What this ARM mortgage calculator does
This calculator shows your initial monthly payment on an ARM. You enter the loan, both rates, and the periods. The tool then prices the start and the reset. So you see the first payment and the later one. It also shows the change at reset. The result uses the currency you choose.
What an ARM is
An ARM is an adjustable-rate mortgage. It starts with a fixed rate for some years. Then the rate resets to a new level. So the payment can rise after the fixed period. It often starts cheaper than a fixed loan. But the later rate is less certain.
How it is calculated
The tool first amortizes the loan amount at the initial rate. It finds the payment over the full term. At reset, it reprices the balance at the new rate. So the payment jumps if the rate climbs. The result is your initial monthly payment. The calculator runs the numbers for you.
What the result tells you
The result shows your initial monthly payment. Four hundred thousand at five percent starts near two thousand one hundred. A higher initial rate raises it. A bigger loan raises it too. So it shows the early bill. It is just a close estimate.
The loan amount
Your loan amount is the sum you borrow. It is the price minus your down payment. A bigger loan lifts both payments. So this number sets the base. Use the amount after your deposit. It drives the entire result here. Enter your loan amount.
The initial rate
Your initial rate is the fixed starting rate. It holds for the first few years. A lower start cuts the early payment. So this number sets the first bill. Use the quoted teaser rate. It is often below a fixed loan. Enter your initial rate.
The fixed-rate period
Your fixed-rate period is how long the start holds. It is the years before the first reset. A longer fixed period delays the change. So this number sets when the rate moves. Common terms are five or seven years. Pick the one in your offer. Enter your fixed-rate period.
The rate after reset
Your rate after reset is the new rate later. It applies once the fixed period ends. A higher reset rate lifts the new payment.
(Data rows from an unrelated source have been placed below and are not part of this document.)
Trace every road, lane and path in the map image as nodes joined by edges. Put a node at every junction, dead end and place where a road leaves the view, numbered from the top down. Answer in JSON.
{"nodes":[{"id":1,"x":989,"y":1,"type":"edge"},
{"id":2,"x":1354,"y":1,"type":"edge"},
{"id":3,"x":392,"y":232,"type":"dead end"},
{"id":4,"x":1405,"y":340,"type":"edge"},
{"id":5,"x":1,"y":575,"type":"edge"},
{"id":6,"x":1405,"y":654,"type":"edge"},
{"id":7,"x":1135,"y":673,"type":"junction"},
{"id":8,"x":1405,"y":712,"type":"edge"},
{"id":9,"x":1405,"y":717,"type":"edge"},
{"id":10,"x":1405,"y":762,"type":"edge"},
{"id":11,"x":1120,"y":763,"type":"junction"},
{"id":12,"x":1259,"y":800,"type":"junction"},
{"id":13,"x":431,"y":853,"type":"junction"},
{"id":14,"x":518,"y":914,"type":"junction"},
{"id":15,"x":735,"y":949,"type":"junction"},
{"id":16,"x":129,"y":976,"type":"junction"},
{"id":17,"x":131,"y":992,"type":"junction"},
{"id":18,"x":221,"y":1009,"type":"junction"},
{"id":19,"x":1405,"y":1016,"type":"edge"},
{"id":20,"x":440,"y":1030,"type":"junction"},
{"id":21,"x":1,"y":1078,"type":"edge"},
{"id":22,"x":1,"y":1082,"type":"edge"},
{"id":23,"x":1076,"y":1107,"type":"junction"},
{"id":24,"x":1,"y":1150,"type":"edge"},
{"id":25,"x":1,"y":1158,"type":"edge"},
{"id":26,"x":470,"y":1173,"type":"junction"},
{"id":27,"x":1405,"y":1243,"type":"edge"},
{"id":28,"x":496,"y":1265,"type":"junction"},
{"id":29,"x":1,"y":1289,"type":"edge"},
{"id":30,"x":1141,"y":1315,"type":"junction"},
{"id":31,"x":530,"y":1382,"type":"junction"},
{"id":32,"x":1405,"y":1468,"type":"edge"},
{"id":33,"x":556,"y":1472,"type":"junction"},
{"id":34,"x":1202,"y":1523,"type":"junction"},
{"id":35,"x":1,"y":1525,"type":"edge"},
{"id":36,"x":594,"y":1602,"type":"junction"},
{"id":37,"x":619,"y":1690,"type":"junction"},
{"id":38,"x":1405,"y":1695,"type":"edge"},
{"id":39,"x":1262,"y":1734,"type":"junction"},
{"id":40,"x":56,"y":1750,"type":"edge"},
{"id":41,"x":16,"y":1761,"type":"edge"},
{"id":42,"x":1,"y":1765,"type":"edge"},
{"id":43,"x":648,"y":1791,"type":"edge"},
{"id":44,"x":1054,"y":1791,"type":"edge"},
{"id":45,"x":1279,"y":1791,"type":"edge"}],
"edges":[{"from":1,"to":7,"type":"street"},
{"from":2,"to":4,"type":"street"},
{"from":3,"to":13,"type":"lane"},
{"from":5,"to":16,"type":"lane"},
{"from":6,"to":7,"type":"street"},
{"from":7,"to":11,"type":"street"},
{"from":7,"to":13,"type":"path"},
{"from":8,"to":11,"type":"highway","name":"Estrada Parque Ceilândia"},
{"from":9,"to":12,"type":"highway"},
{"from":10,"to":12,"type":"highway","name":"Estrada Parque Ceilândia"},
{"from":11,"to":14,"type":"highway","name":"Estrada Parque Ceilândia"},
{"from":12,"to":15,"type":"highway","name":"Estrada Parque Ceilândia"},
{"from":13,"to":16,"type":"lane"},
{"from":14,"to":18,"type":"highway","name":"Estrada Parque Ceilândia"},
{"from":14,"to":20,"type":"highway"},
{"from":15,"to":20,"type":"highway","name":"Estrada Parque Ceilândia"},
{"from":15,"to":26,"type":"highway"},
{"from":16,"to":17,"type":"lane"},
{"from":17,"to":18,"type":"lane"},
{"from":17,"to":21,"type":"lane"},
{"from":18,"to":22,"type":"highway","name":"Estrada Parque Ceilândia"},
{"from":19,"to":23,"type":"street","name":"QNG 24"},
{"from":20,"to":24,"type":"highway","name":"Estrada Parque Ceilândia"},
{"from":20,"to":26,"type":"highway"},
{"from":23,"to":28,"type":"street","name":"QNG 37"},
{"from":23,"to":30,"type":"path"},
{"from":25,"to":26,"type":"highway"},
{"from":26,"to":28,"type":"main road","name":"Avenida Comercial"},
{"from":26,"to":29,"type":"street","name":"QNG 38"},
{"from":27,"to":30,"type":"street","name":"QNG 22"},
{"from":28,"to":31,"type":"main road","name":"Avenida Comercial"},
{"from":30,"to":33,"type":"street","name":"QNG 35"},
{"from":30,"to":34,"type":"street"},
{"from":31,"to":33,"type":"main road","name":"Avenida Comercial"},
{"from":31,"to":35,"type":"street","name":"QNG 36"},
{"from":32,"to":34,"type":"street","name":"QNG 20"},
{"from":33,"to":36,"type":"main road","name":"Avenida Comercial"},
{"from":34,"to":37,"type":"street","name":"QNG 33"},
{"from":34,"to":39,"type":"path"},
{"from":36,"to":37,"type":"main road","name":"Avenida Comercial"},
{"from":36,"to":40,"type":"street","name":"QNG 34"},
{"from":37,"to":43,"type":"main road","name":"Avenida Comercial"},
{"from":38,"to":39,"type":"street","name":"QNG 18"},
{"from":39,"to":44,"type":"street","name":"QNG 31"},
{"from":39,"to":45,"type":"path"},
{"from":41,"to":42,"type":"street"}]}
So this number drives the jump. Use a cautious estimate here. Rates can climb a lot. Enter your rate after reset.
The full loan term
Your full loan term is the total length. It is the years to pay it all off. A longer term lowers each payment. So this number spreads the cost. Thirty years is the common choice. The reset payment uses the years left. Enter your full loan term.
The payment after reset
The tool also shows the payment after reset. It is the bill once the rate changes. Here it climbs by about four hundred. So the jump can strain a budget. The balance at reset drives it too. It is the risk of an ARM.
A final tip
Use this to weigh an ARM with open eyes. Remember the reset payment can rise sharply. Test a higher reset rate to be safe. Make sure you could afford the jump. The start is cheap, the later cost less sure. Do not bank on refinancing. A careful choice needs the worst case.